Occorre, inoltre, considerare l'opportunità di un'ulteriore fase conciliativa preprocessuale dal momento che – tra accertamento con adesione, autotutela e conciliazione giudiziale – si può ritenere che già in atto non manchino adeguati strumenti di definizione alternativa delle insorgenti controversie. L'unica differenza significativa, tra quelli e questa nuova conciliazione, sarebbe l'obbligatorietà del tentativo conciliativo e, forse, un ruolo più propositivo da parte dell'organo conciliativo. Il fatto è che, nella prassi, i tentativi di conciliazione obbligatoria, almeno sinora, in generale non hanno dato buon frutto, restando comunque sottoposti alla volontà delle parti. In altri termini, anche se si prevedono conseguenze negative a carico delle parti che non addivengano a conciliazione immotivatamente (il rifiuto di conciliare in tali casi ha conseguenze quantomeno sulla ripartizione delle spese, che però sinora non ha trovato adeguati riscontri nella sensibilità dei giudici tributari), il presupposto più idoneo alla riuscita di un accordo è quello dell'esistenza di una preventiva volontà transattiva che mal si concilia con l'obbligatorietà del tentativo. Anche solo la scelta di sottoporre la questione ad un conciliatore, anziché al giudice, com'è tipico dell'arbitrato, manifesta una volontà che non si riscontra nell'affidare obbligatoriamente la controversia in prima istanza al conciliatore.

Anche dal punto di vista del risparmio economico non sembra che il progetto di riforma sia esente da critiche se è vero che contempla l'affidamento dell'amministrazione della giustizia tributaria esclusivamente a giudici togati, i compensi dei quali sono assai superiori agli emolumenti attualmente percepiti dai giudici tributari onorari. Sebbene la soppressione di un grado di giudizio, cui consegue evidentemente la riduzione del numero dei giudici, possa compensare l'aggravio di spesa, occorre considerare come anche i conciliatori debbano essere compensati per l'attività prestata e, dunque, nell'economia complessiva non possa, certo, affermarsi, che sia prevista una diminuzione dei costi della giustizia tributaria, latamente intesa, considerato che i costi della mediazione, per le parti, potrebbero rivelarsi addirittura superiori a quelli del processo.

A proposito dei tempi di giudizio, invece, il risparmio sarebbe palese mancando del tutto un grado del processo.
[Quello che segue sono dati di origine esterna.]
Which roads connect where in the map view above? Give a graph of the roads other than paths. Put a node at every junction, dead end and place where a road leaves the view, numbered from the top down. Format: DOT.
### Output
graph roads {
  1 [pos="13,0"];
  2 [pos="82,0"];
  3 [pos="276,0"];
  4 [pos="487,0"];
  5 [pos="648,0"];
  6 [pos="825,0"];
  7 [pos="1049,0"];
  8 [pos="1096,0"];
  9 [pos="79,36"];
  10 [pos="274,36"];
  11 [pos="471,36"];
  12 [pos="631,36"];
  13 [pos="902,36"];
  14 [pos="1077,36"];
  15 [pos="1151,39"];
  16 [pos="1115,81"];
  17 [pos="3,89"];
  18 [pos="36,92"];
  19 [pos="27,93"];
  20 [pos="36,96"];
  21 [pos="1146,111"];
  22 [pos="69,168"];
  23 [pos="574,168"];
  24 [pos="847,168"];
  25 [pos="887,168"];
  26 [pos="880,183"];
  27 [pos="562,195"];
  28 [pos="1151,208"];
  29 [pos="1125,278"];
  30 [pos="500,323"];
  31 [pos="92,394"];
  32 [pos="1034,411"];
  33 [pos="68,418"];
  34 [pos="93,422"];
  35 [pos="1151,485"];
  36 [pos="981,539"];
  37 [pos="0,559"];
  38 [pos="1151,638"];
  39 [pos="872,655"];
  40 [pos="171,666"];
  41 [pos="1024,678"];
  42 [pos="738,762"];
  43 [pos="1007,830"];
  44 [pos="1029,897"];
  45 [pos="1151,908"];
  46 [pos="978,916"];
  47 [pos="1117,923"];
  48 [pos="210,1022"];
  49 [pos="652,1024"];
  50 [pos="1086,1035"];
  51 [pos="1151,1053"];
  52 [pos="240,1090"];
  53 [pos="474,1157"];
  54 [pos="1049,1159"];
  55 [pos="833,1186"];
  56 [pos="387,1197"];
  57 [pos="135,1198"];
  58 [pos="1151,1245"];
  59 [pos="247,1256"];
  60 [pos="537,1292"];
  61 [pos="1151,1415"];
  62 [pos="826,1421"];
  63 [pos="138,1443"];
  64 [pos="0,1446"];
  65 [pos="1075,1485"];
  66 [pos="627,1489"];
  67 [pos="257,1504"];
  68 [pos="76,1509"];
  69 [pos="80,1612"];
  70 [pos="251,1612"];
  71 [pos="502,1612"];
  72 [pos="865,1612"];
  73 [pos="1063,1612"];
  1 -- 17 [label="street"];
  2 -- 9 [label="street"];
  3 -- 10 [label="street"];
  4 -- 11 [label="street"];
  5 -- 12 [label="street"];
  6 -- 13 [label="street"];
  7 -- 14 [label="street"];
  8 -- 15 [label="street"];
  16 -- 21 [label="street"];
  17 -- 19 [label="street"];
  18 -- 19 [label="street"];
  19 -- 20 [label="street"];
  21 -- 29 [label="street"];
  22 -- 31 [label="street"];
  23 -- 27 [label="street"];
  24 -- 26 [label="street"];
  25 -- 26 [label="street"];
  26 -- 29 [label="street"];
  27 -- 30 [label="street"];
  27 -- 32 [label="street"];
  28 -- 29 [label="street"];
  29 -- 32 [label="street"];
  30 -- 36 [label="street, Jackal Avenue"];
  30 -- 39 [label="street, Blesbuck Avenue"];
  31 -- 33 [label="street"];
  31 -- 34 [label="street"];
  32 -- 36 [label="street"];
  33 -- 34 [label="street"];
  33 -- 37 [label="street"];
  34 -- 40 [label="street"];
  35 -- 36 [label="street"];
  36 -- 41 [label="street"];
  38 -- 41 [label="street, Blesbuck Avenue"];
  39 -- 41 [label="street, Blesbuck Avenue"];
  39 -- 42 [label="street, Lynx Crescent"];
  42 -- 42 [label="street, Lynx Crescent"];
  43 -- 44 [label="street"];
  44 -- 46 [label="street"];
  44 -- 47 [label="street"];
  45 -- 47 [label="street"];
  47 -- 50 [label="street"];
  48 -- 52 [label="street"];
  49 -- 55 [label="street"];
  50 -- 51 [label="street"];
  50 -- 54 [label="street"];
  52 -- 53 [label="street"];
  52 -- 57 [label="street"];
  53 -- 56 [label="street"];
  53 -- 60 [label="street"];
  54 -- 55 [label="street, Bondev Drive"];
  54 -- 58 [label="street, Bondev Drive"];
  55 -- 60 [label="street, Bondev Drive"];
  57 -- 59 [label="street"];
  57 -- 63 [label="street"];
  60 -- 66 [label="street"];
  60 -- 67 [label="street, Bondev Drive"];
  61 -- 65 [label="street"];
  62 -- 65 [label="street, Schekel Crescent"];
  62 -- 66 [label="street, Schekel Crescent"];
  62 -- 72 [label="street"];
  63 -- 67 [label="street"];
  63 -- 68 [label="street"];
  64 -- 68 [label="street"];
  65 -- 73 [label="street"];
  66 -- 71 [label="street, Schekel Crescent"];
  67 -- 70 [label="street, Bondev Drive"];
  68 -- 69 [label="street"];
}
La prevista abolizione del primo grado di giudizio, tuttavia, desta non pochi dubbi di legittimità costituzionale per ingiustificabile disparità di trattamento rispetto a ogni altra disciplina di rito, poiché nessun altro processo in Italia si svolge in unica fase di merito, e rispetto al corretto esercizio del diritto alla difesa (artt. 24 e 113 Cost.), sebbene nessun principio costituzionale garantisca il doppio grado di giurisdizione sul merito.

Per ovviare a molti inconvenienti, di agevole comprensione, pare che il progetto voglia affidare la fase conciliativa agli attuali componenti onorari delle Commissioni che verrebbero, quindi, a comporre il nuovo organismo extra giurisdizionale di fronte al quale, perciò stesso, non sarebbe prevista alcuna assistenza tecnica.
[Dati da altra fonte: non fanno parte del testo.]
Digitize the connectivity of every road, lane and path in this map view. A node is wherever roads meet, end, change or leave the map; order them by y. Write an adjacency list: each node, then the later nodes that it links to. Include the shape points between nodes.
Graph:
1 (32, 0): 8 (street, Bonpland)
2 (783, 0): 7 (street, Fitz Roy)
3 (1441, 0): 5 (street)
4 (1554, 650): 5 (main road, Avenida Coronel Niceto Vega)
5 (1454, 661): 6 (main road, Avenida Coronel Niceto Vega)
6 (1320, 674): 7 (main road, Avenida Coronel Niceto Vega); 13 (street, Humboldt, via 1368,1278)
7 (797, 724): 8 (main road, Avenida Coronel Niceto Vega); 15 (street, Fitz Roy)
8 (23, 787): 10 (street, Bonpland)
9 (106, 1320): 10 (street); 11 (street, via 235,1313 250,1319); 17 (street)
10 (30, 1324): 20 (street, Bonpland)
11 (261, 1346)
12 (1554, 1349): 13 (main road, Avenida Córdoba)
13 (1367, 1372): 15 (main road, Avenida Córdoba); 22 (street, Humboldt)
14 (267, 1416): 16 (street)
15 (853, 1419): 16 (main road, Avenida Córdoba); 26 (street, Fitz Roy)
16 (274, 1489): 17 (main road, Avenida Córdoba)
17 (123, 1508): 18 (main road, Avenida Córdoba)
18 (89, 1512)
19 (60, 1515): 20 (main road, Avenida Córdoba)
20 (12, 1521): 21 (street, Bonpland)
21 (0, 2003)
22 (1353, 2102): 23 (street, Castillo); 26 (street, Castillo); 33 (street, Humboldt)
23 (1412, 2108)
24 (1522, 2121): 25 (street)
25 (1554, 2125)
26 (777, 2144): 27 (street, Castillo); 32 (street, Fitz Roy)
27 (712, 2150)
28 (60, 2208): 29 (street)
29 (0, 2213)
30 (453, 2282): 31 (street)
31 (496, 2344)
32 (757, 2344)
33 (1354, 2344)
La scelta, condivisibile nella misura in cui non disperderebbe definitivamente professionalità ormai acquisite, desta comunque qualche perplessità. Nella fase conciliativa pre contenzioso l'esperienza multidisciplinare spendibile dagli attuali componenti delle Commissioni potrebbe essere validamente spesa in un'eventuale fase propositiva ma, come già rilevato, non potrebbe essere utilizzata in funzione risolutiva. Viceversa ai magistrati togati, che subentrerebbero nella fase di giudizio, potrebbero venire a mancare alcune competenze professionali che, necessariamente, andrebbero sopperite mediante ricorso a consulenti tecnici, inserendo però un più probabile rallentamento del giudizio e facendone ulteriormente aumentare i costi.

In conclusione, anziché proporre una riforma poco meditata del processo tributario, inserendo una altrettanto problematica conciliazione-mediazione fuori dal processo stesso, sarebbe più opportuno estendere la conciliazione giudiziaria, in atto prevista dall'art. 48 dlgs n. 546/1992 al secondo grado di giudizio, così come previsto dall'art. 350 c.p.c.